### THE TASK
Only a number is wanted here: the count of lines in the data below where the string "main" occurs.

(Beginning of DATA FOR ANALYSIS)

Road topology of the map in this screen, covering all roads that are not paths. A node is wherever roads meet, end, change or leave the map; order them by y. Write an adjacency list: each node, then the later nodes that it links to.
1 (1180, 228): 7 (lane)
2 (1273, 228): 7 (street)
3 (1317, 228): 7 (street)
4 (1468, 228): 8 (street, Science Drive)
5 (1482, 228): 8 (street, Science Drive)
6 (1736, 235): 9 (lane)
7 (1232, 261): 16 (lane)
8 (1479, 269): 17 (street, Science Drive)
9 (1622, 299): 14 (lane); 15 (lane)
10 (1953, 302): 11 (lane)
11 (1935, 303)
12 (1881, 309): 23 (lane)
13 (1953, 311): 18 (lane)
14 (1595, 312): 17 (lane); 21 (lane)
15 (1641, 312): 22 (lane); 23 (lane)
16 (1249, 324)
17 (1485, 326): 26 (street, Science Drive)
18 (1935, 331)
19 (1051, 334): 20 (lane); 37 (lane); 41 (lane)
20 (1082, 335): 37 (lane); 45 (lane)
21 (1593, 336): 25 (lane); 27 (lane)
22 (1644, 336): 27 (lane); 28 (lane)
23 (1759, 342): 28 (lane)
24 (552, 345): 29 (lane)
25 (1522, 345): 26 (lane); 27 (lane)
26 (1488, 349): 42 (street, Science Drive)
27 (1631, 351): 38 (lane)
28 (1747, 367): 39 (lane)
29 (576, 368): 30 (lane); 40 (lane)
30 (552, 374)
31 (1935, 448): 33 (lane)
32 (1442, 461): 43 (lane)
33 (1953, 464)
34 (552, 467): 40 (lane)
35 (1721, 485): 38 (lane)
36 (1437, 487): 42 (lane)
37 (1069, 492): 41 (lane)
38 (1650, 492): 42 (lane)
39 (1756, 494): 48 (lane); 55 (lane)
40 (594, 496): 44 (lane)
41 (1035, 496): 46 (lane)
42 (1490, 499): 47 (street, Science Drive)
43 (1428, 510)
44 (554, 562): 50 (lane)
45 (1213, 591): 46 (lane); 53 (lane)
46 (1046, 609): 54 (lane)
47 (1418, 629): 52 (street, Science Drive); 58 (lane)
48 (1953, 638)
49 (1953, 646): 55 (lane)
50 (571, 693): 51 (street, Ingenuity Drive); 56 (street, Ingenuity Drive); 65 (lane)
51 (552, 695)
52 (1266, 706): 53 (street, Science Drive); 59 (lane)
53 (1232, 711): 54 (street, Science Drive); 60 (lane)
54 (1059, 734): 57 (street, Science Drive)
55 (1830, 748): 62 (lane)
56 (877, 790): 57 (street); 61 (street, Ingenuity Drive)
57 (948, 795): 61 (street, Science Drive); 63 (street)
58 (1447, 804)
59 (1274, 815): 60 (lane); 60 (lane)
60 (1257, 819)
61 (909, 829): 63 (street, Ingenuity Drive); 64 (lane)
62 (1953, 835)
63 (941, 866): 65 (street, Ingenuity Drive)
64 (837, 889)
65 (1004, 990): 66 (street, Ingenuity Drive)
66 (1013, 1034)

(End of DATA FOR ANALYSIS)
(Beginning of DATA FOR ANALYSIS)

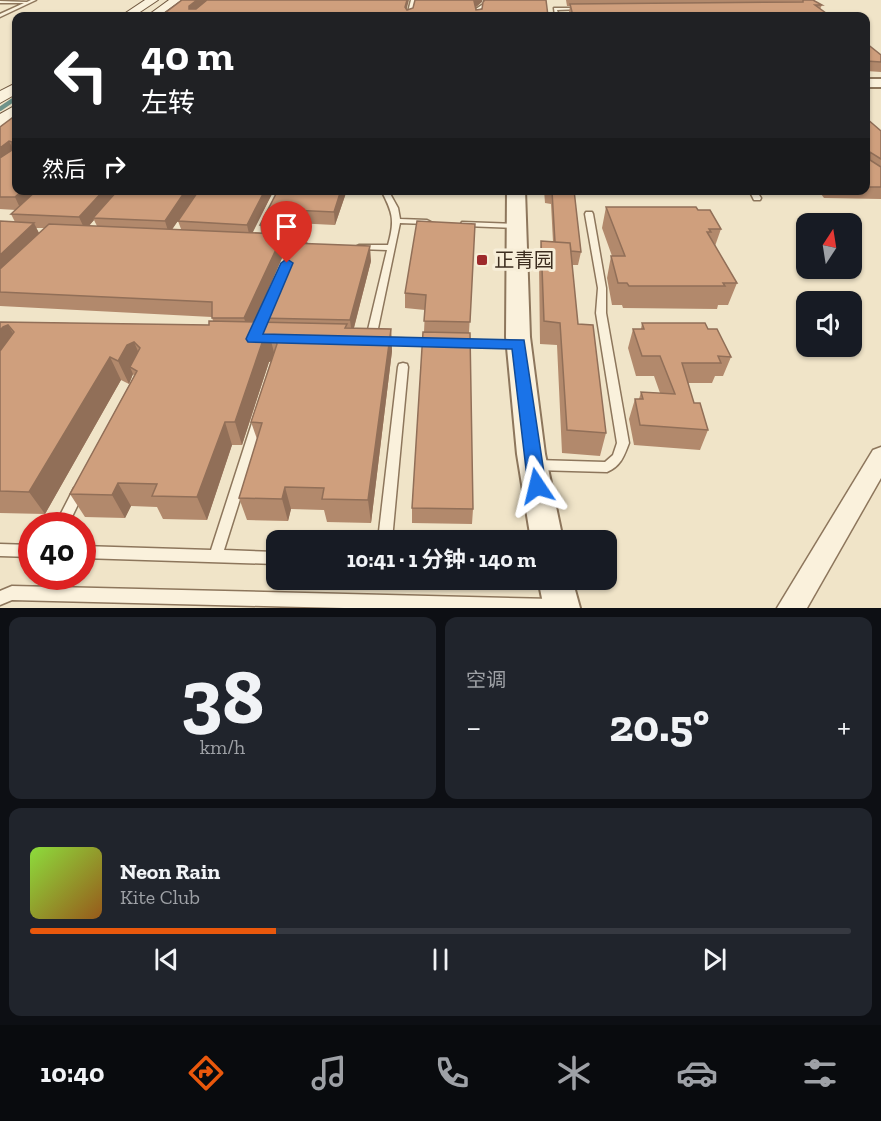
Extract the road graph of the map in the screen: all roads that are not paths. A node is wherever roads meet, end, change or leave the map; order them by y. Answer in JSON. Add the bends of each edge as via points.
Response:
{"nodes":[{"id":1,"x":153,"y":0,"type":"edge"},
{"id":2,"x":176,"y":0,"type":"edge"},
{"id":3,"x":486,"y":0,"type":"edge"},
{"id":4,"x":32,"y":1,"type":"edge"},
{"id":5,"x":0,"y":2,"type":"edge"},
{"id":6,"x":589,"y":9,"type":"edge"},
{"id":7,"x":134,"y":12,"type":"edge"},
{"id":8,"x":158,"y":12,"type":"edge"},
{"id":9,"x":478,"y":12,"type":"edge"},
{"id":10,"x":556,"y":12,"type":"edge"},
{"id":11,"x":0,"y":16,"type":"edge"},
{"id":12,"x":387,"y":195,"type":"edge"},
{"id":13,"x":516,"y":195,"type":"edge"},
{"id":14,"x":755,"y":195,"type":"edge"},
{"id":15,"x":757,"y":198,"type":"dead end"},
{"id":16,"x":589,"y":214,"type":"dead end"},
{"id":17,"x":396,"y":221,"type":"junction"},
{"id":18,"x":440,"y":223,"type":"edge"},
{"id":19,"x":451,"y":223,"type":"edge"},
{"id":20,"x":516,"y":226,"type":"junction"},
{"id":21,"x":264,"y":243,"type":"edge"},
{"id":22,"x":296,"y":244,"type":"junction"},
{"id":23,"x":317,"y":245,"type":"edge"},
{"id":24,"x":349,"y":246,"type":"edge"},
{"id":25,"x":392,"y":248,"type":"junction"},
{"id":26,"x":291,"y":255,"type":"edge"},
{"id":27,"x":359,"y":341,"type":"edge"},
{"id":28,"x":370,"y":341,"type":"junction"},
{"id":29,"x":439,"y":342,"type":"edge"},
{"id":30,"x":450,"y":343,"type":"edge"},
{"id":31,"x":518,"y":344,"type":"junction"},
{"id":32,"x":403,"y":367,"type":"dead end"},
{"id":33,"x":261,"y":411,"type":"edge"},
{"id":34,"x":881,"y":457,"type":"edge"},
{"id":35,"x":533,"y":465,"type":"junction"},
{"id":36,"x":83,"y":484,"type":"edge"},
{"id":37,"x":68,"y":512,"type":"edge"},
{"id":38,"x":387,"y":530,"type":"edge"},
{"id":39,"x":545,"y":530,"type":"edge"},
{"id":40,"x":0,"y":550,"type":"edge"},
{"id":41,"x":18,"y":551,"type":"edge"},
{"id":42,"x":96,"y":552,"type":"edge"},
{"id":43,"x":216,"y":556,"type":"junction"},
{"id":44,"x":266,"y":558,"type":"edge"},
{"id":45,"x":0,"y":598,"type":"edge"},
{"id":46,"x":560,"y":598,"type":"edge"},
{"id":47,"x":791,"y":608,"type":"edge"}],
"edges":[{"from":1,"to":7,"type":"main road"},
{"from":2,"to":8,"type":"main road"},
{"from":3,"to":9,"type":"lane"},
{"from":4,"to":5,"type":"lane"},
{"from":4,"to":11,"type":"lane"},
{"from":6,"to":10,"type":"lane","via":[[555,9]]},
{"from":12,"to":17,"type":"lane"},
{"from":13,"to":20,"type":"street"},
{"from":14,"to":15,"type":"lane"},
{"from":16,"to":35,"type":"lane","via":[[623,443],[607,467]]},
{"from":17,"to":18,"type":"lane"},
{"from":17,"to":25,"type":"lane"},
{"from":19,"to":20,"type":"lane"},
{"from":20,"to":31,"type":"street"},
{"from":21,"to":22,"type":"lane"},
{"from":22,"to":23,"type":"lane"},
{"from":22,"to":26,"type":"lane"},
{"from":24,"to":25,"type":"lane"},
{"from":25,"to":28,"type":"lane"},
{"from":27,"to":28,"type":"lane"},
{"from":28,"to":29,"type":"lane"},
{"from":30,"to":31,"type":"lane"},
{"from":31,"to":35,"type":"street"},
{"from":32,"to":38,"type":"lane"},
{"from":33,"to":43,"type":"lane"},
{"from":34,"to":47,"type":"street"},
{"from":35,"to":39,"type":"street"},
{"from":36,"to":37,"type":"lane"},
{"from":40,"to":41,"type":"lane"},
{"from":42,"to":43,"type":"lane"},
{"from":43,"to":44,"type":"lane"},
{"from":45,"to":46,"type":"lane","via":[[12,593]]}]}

(End of DATA FOR ANALYSIS)

### SOLUTION TO THE PROBLEM
2